De acordo com a referida lei, considera-se prestadora de serviços de ativos virtuais a pessoa jurídica que executar, em nome de terceiro, ao menos um dos serviços listados nos incisos do seu art. quinto. Veja-se:
Considera-se prestadora de serviços de ativos virtuais a pessoa jurídica que executa, em nome de terceiros, pelo menos um dos serviços de ativos virtuais, entendidos como:
I – Troca entre ativos virtuais e moeda nacional ou moeda estrangeira;
II – Troca entre um ou mais ativos virtuais;
III – Transferência de ativos virtuais;
IV – Custódia ou administração de ativos virtuais ou de instrumentos que
possibilitem controle sobre ativos virtuais; ou
V – Participação em serviços financeiros e prestação de serviços relacionados
à oferta por um emissor ou venda de ativos virtuais.
Parágrafo Único: O órgão ou a entidade da Administração Pública federal indicado em ato do Poder Executivo poderá autorizar a realização de outros serviços que estejam, direta ou indiretamente, relacionados à atividade da prestadora de serviços de ativos virtuais de que trata o caput deste artigo Nesse contexto, o presente artigo busca responder a seguinte pergunta:
Sociedade Anônima de Capital Fechado, que realiza serviços de ativos virtuais em nome próprio, deve ser enquadrada como VASP, nos termos do art. 5° da Lei 14.478/2022?
Pois bem. Conforme verificado da leitura do art. 5º, da Lei nº 14.478/22, para que se observe a existência de uma prestadora de serviço de ativo virtual, é preciso que o agente preencha, de maneira cumulativa, todos os requisitos inseridos na norma, quais sejam,
(I) ser pessoa jurídica;
(II) prestar, pelo menos, um dos serviços indicados nosincisos do artigo quinto, da Lei 14.478/22,
(III) o qual deve ser prestado em nome de terceiro, seja esse terceiro pessoa física (consumidor/investidor) ou pessoa jurídica.
A partir desse cenário, suponhamos que uma S/A de capital fechado, constituída por múltiplos sócios, possua como objeto social a execução de operações com criptoativos em nome da própria sociedade.
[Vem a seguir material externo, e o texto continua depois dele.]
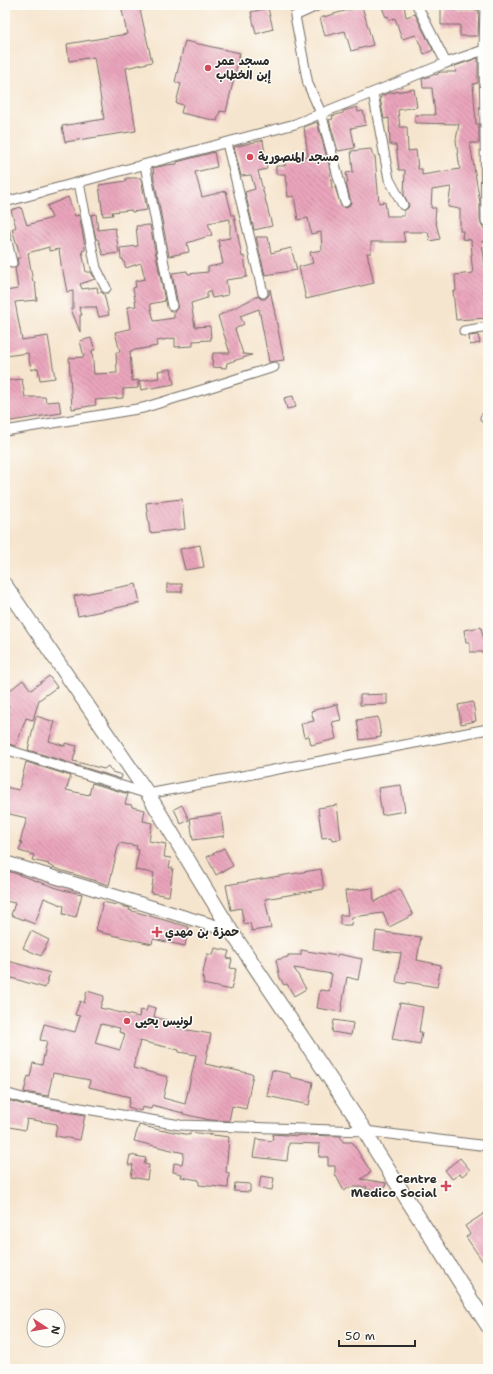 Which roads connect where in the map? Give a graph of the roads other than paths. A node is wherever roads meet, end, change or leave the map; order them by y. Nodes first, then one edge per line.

Destaca-se, em relação a esse ponto, que, em regra, com a criação de uma sociedade há a criação de uma personalidade jurídica própria, isto é, a sociedade passa a ter uma existência jurídica que não se confunde com a de seus sócios. O mesmo ocorre com o seu patrimônio que, uma vez integralizado, passa a ser de propriedade da sociedade não podendo credores de quaisquer dos sócios (pessoas físicas) reivindica-los, ressalvadas as hipóteses legais.
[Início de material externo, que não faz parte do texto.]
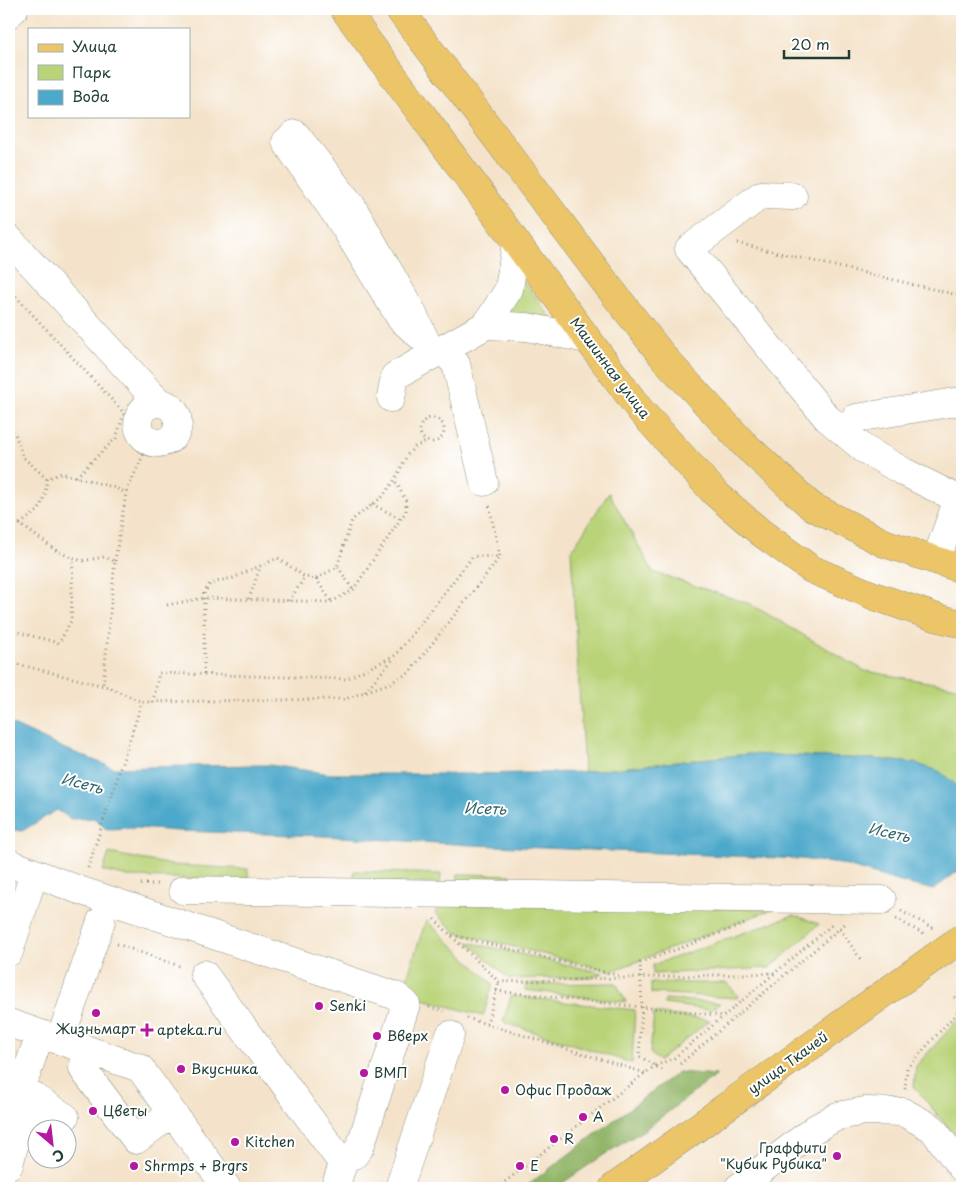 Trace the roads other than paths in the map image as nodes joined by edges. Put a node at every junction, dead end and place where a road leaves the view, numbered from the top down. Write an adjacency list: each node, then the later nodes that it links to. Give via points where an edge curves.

Esse patrimônio social pode ser, inclusive, integralizado mediante a transferência de criptoativos para a sociedade, ativos digitais que podem servir para subsidiar as operações futuramente realizadas.1
Assim, tem-se que a relação entre os sócios e a sociedade é, nesse ponto, puramente empresarial. Em regra, os sócios terão, em razão da condição de acionista, o direito de receber eventual lucro que a sociedade tenha decorrente de suas operações, obviamente, proporcionais à sua participação na sociedade.
Logo, eventual lucro obtido será dividido entre os sócios em forma de dividendos. Cumpre mencionar, nesse aspecto, que, essencialmente, a remuneração através de dividendos ocorre quando há lucro, enquanto a remuneração dos sócios a título de pro labore decorreria de função exercida dentro da empresa. Ainda, enquanto esta é fixa e há cobrança de impostos, aquela é variável e não há incidência de impostos.
Nota-se, no entanto, que o lucro eventualmente recebido pelos sócios não decorre diretamente das operações, como se a sociedade tivesse uma dívida com os acionistas, mas do seu direito de receber parte do resultado econômico obtido pela sociedade, previsto no art. 109, I, da Lei de Sociedades Anônimas – LSA. A forma e periodicidade que esses lucros serão repassados para os sócios são matérias que precisam ser disciplinadas no documento social, visando amoldar essas questões a realidade operacional da empresa.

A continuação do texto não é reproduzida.